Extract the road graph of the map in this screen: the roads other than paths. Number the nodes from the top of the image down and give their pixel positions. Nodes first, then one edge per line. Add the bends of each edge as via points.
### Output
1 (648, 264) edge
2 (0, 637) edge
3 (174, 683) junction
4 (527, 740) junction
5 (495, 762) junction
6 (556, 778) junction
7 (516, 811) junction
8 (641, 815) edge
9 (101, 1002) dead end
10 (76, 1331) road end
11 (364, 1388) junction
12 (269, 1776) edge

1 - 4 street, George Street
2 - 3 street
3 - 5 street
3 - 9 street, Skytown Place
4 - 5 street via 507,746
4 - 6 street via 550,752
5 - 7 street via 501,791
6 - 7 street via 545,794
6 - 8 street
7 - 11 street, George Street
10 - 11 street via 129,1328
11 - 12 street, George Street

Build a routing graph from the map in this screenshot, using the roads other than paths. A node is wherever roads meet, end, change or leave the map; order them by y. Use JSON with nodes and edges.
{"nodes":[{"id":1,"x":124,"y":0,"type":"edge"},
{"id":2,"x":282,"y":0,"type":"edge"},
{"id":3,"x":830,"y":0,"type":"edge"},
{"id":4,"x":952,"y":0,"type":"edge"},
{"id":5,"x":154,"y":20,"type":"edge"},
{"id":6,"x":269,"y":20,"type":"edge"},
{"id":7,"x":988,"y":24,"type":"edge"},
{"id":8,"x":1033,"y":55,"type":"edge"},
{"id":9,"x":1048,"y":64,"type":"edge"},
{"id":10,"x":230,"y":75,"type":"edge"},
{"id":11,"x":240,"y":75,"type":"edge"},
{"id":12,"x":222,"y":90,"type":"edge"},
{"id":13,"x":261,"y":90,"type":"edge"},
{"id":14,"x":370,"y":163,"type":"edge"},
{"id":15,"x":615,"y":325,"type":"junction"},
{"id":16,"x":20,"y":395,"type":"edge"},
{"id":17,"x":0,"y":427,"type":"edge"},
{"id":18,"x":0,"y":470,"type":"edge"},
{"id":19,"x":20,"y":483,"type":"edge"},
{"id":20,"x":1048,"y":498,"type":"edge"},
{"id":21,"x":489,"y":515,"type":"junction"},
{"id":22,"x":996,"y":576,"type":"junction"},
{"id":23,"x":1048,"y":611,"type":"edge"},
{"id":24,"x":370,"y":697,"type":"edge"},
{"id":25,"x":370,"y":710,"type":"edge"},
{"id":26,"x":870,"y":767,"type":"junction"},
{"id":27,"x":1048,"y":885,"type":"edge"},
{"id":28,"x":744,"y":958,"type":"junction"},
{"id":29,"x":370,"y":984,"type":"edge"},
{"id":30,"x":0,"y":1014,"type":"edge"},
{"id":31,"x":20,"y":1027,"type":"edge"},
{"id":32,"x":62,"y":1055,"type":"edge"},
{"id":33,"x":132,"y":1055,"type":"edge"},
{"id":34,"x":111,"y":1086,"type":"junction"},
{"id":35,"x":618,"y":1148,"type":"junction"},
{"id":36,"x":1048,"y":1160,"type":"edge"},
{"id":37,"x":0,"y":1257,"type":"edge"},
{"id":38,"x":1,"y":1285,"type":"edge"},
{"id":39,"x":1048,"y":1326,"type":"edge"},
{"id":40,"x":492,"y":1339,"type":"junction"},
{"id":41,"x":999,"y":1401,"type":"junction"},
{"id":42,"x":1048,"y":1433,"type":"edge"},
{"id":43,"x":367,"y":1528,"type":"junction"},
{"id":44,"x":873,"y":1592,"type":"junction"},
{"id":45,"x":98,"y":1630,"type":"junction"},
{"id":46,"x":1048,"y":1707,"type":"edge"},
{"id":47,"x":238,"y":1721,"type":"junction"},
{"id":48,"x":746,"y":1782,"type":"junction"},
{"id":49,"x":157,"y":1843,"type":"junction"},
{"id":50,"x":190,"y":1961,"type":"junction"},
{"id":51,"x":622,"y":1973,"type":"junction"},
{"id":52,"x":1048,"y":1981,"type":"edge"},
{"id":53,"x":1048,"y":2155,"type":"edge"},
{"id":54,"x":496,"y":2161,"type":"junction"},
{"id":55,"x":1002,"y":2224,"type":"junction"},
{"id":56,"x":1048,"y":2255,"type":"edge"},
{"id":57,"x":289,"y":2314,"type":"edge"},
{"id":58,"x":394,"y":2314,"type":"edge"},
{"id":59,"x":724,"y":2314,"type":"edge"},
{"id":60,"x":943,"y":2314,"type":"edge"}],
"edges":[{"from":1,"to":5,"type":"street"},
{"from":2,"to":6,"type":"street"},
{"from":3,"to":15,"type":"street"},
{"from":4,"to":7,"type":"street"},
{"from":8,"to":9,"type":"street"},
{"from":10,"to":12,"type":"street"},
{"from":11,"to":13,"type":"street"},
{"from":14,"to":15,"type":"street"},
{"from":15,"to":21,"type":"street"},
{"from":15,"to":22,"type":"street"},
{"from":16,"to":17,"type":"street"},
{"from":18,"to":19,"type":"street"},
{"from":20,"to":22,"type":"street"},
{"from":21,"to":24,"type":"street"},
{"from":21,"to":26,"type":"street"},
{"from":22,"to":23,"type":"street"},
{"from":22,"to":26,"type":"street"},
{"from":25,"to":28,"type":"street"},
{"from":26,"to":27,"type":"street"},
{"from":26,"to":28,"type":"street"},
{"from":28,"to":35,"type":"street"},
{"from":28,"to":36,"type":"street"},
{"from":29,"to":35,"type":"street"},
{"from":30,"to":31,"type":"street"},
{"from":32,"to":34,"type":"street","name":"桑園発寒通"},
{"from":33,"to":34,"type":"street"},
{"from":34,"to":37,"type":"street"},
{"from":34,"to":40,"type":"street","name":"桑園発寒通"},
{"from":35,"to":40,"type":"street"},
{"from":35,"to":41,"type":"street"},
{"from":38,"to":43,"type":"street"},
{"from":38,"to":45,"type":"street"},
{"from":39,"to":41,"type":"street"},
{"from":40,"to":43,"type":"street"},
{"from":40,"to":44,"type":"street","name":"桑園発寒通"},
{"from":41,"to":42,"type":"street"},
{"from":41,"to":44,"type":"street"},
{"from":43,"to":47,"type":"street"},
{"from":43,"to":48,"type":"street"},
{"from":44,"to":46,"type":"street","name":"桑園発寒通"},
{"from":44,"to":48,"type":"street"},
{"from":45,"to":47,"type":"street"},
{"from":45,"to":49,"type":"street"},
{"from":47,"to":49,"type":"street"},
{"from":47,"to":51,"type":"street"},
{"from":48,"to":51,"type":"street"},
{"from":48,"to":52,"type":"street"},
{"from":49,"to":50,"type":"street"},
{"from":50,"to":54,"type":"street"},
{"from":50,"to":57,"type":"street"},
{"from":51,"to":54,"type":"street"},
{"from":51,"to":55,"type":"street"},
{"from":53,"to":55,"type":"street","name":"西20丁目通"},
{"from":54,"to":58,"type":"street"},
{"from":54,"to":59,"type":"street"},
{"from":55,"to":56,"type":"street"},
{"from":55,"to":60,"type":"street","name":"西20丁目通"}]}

- **Exercise instructions**:
In the entries, find every line holding "edges" and copy it.

- **Problem solution**:
Build a routing graph from the map in this screenshot, using the roads other than paths. A node is wherever roads meet, end, change or leave the map; order them by y. Use JSON with nodes and edges.
"edges":[{"from":1,"to":5,"type":"street"},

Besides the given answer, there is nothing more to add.